Task requirements: Which lines below contain the word "fabs"? Copy each one.

[Stored items]
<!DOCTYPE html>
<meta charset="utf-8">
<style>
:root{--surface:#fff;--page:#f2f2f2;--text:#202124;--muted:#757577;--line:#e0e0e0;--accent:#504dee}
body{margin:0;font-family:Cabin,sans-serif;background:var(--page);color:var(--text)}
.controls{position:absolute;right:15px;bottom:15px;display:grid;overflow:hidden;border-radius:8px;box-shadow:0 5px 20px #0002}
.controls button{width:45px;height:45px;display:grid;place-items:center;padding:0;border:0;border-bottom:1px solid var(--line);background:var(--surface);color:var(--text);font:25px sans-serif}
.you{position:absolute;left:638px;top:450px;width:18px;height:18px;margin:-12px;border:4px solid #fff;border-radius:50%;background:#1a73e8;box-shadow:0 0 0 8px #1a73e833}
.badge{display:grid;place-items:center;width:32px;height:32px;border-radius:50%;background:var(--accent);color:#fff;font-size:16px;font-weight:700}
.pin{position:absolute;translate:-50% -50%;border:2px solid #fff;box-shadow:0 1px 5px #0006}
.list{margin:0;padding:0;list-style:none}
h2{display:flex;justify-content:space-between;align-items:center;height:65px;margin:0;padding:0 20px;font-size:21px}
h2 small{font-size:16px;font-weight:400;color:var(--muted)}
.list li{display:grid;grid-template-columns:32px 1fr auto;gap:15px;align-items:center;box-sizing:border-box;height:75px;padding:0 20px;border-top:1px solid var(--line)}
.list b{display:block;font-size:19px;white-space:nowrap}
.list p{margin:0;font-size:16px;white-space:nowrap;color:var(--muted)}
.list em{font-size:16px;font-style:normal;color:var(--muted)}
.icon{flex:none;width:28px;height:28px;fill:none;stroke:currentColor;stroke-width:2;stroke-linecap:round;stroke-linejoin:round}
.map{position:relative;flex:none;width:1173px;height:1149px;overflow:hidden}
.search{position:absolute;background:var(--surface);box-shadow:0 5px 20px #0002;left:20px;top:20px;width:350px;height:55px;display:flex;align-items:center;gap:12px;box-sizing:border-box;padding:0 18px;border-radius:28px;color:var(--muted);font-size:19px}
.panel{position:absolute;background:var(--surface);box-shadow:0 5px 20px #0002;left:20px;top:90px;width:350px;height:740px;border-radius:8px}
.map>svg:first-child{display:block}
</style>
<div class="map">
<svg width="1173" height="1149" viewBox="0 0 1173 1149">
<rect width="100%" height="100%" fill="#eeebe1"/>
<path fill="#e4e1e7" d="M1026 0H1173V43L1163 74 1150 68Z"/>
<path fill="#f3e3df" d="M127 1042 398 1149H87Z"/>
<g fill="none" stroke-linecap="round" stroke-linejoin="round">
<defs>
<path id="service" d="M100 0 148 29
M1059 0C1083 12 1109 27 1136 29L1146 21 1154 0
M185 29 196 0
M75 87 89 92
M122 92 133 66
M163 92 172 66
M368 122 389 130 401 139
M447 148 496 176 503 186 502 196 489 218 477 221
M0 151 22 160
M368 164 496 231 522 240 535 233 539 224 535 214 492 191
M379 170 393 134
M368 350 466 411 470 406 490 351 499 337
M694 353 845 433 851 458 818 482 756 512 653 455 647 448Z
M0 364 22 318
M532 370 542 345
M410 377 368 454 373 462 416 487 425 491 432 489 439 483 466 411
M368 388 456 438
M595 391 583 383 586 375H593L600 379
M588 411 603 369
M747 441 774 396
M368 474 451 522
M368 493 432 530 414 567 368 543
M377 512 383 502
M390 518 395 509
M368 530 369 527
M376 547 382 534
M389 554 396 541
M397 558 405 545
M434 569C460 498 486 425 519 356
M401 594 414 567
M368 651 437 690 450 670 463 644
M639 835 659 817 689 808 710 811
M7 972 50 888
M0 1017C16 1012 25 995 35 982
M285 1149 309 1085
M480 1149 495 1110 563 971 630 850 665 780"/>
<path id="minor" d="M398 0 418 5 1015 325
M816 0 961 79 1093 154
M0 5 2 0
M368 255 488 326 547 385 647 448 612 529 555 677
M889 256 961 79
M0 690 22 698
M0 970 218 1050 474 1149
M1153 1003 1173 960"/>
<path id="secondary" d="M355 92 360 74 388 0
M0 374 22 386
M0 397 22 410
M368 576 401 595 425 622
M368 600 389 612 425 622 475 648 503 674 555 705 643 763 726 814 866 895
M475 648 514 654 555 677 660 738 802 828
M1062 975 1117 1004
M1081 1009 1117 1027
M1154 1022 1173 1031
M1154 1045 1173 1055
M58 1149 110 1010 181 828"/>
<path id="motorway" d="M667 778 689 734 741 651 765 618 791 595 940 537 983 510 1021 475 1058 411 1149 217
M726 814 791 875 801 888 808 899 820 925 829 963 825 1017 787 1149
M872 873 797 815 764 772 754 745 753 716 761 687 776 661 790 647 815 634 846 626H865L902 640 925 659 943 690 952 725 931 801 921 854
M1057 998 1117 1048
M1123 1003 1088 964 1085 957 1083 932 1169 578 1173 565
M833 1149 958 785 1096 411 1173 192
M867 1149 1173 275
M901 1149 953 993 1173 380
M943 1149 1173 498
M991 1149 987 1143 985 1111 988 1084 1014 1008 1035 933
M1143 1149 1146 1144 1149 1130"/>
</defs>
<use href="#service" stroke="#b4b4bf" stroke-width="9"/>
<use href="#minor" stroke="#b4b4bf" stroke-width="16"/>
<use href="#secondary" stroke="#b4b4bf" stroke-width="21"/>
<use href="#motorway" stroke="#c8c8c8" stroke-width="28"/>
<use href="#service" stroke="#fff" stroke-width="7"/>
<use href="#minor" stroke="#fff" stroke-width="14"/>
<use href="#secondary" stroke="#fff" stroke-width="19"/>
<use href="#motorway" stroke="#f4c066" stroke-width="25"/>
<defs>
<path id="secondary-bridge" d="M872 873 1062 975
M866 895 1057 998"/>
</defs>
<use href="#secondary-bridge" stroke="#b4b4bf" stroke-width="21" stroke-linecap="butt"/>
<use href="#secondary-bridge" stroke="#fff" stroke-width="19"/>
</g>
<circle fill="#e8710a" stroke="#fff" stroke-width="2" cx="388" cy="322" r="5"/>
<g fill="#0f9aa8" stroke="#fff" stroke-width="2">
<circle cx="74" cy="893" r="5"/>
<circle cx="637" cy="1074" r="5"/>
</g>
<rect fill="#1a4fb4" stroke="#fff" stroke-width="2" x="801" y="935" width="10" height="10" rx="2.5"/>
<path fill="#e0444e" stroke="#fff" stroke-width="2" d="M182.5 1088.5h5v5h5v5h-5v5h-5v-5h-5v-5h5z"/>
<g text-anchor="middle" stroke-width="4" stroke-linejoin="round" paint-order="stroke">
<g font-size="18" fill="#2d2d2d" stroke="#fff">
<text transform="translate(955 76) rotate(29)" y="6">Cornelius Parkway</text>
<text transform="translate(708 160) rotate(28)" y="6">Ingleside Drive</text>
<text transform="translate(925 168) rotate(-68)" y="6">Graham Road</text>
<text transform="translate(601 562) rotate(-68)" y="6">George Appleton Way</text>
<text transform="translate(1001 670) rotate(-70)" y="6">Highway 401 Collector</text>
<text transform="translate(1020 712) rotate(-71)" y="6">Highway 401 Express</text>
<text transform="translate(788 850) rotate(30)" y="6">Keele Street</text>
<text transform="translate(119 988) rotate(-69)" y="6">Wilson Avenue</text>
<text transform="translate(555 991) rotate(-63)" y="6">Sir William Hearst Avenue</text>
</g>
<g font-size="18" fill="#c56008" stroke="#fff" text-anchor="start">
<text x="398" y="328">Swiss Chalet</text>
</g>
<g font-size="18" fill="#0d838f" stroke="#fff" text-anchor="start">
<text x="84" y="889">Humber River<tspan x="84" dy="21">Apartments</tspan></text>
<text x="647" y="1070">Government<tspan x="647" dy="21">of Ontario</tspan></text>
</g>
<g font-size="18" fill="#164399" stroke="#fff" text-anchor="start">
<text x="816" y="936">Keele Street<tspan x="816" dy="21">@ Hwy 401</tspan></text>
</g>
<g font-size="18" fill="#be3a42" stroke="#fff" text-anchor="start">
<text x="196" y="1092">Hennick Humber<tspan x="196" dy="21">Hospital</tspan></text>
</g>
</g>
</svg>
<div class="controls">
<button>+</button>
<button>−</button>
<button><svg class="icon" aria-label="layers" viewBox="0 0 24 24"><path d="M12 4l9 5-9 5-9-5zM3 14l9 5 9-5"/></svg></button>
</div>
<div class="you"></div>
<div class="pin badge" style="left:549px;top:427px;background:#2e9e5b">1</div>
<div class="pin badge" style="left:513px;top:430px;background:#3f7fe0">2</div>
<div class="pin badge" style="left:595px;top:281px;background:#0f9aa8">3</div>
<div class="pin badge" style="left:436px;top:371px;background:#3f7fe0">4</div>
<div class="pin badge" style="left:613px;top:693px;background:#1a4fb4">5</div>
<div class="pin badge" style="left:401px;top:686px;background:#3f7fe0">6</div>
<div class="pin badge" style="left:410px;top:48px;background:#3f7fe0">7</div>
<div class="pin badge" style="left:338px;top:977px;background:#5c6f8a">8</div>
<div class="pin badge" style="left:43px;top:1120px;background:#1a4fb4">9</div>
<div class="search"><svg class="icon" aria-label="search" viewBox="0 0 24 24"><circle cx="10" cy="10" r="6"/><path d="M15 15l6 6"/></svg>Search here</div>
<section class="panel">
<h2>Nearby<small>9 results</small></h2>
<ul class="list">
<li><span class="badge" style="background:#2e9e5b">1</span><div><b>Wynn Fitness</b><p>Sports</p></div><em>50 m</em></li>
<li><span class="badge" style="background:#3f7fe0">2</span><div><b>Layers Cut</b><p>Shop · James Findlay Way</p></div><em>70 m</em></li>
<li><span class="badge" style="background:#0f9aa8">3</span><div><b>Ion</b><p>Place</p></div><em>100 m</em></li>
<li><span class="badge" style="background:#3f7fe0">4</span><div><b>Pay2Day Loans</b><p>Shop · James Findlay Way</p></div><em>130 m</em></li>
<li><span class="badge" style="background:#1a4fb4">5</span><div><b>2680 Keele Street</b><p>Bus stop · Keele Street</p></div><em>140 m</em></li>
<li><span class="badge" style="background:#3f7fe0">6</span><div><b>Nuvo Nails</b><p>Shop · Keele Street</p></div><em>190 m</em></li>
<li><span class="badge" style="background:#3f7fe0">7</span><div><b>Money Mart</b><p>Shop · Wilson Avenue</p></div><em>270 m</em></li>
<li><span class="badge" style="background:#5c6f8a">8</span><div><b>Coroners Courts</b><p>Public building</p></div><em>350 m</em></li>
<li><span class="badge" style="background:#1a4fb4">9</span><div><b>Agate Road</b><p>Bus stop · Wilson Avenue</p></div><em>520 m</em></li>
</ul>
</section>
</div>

* * *

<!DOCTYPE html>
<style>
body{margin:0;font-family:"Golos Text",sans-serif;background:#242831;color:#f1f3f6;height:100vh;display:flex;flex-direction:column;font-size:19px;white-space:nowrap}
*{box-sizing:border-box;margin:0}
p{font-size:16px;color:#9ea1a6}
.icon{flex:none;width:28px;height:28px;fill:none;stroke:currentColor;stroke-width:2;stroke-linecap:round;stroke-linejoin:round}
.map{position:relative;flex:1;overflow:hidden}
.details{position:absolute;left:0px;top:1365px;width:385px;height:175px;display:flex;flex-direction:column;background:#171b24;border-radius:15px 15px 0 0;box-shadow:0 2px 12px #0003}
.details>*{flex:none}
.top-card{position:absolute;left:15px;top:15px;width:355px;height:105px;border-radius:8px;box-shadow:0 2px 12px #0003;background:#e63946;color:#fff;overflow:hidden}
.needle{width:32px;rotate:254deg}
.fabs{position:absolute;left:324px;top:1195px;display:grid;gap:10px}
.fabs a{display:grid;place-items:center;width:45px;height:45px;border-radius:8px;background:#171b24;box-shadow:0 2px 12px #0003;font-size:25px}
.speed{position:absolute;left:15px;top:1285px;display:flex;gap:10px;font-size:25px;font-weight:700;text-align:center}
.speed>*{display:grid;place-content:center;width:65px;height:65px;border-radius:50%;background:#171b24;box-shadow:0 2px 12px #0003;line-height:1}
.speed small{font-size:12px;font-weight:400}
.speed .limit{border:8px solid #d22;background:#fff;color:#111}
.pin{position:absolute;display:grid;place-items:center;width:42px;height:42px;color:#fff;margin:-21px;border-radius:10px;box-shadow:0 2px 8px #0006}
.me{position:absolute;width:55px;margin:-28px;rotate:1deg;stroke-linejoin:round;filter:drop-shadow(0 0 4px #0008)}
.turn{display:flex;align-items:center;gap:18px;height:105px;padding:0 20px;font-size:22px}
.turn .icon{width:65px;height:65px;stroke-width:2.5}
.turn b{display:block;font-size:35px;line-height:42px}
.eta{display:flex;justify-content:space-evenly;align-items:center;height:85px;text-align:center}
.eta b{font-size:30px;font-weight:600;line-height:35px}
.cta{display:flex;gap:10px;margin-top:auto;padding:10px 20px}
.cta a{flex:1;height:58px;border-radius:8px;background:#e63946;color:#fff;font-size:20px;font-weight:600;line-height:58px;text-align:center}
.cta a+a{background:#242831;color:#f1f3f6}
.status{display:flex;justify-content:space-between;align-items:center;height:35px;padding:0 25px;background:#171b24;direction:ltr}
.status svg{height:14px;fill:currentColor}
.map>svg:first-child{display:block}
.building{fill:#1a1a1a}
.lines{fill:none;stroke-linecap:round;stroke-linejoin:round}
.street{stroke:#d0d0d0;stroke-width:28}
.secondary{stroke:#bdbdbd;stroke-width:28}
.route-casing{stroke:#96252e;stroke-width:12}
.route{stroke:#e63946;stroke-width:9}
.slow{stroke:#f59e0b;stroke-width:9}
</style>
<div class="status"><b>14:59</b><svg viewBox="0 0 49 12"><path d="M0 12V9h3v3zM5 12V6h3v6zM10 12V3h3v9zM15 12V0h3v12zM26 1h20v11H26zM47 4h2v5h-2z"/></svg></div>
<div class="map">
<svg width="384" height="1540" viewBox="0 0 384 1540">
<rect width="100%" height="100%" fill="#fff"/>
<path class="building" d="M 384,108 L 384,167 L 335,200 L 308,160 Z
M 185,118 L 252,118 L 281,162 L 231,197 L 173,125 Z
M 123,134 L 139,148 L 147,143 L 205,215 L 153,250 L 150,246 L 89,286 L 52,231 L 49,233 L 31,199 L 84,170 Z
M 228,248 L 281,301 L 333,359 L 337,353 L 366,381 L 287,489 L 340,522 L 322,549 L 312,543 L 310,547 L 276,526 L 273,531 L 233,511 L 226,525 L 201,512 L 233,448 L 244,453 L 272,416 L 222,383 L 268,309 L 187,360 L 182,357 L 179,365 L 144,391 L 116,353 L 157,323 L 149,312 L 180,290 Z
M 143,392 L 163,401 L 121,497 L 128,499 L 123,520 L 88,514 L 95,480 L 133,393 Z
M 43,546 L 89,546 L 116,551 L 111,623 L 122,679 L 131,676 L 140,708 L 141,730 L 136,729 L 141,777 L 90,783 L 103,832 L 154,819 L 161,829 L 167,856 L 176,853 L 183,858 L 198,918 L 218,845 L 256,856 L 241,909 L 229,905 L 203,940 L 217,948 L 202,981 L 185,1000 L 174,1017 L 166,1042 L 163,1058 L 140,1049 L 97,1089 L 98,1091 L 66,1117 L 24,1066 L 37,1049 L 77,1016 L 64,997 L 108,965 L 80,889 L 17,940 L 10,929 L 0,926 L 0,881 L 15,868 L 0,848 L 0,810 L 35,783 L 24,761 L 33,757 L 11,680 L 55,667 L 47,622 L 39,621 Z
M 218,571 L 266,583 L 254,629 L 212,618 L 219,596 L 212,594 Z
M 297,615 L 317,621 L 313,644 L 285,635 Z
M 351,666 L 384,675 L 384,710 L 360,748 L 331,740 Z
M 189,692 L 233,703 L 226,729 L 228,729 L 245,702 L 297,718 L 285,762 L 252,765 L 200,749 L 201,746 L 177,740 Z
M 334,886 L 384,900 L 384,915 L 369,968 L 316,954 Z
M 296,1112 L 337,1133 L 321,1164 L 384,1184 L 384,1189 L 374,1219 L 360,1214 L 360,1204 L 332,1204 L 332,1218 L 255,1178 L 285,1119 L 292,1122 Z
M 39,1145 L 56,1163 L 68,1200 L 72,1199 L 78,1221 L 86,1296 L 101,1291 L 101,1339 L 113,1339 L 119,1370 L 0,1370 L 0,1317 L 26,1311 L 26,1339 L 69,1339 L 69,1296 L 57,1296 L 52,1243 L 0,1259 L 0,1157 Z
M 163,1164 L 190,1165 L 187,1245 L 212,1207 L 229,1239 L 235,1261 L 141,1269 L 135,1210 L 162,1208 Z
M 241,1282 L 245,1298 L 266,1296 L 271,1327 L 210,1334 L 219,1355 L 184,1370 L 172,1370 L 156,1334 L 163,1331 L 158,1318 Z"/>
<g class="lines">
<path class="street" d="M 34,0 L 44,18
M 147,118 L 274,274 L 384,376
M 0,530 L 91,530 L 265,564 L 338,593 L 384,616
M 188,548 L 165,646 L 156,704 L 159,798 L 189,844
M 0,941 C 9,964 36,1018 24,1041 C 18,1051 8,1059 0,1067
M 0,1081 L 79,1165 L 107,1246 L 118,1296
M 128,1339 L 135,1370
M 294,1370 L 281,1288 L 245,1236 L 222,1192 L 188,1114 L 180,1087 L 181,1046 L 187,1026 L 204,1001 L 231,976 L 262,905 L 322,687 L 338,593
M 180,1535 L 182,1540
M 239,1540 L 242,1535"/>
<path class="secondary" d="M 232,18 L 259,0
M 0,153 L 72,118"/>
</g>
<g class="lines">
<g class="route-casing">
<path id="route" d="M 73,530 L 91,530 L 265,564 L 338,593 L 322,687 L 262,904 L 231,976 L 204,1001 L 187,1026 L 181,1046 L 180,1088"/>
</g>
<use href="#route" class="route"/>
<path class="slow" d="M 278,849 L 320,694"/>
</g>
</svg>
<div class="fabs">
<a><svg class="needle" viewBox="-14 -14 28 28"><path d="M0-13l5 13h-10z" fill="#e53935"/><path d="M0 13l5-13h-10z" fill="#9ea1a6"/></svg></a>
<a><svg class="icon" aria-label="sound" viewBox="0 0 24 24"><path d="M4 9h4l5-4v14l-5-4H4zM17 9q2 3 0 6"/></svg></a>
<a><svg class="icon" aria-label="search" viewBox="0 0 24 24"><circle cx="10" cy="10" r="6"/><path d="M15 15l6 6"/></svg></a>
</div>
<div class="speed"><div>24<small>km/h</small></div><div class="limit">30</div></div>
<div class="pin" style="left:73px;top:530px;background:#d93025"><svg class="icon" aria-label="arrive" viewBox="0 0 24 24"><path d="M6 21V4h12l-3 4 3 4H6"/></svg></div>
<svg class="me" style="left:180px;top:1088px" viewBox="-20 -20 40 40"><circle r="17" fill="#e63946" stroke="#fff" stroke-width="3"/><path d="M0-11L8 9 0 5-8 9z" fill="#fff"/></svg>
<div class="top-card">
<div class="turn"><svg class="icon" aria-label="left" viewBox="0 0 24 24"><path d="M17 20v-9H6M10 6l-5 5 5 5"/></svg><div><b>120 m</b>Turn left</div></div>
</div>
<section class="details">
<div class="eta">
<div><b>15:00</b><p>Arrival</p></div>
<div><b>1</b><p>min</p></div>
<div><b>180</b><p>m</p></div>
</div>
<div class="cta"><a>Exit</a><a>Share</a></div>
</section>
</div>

Solution below:
.fabs{position:absolute;left:324px;top:1195px;display:grid;gap:10px}
.fabs a{display:grid;place-items:center;width:45px;height:45px;border-radius:8px;background:#171b24;box-shadow:0 2px 12px #0003;font-size:25px}
<div class="fabs">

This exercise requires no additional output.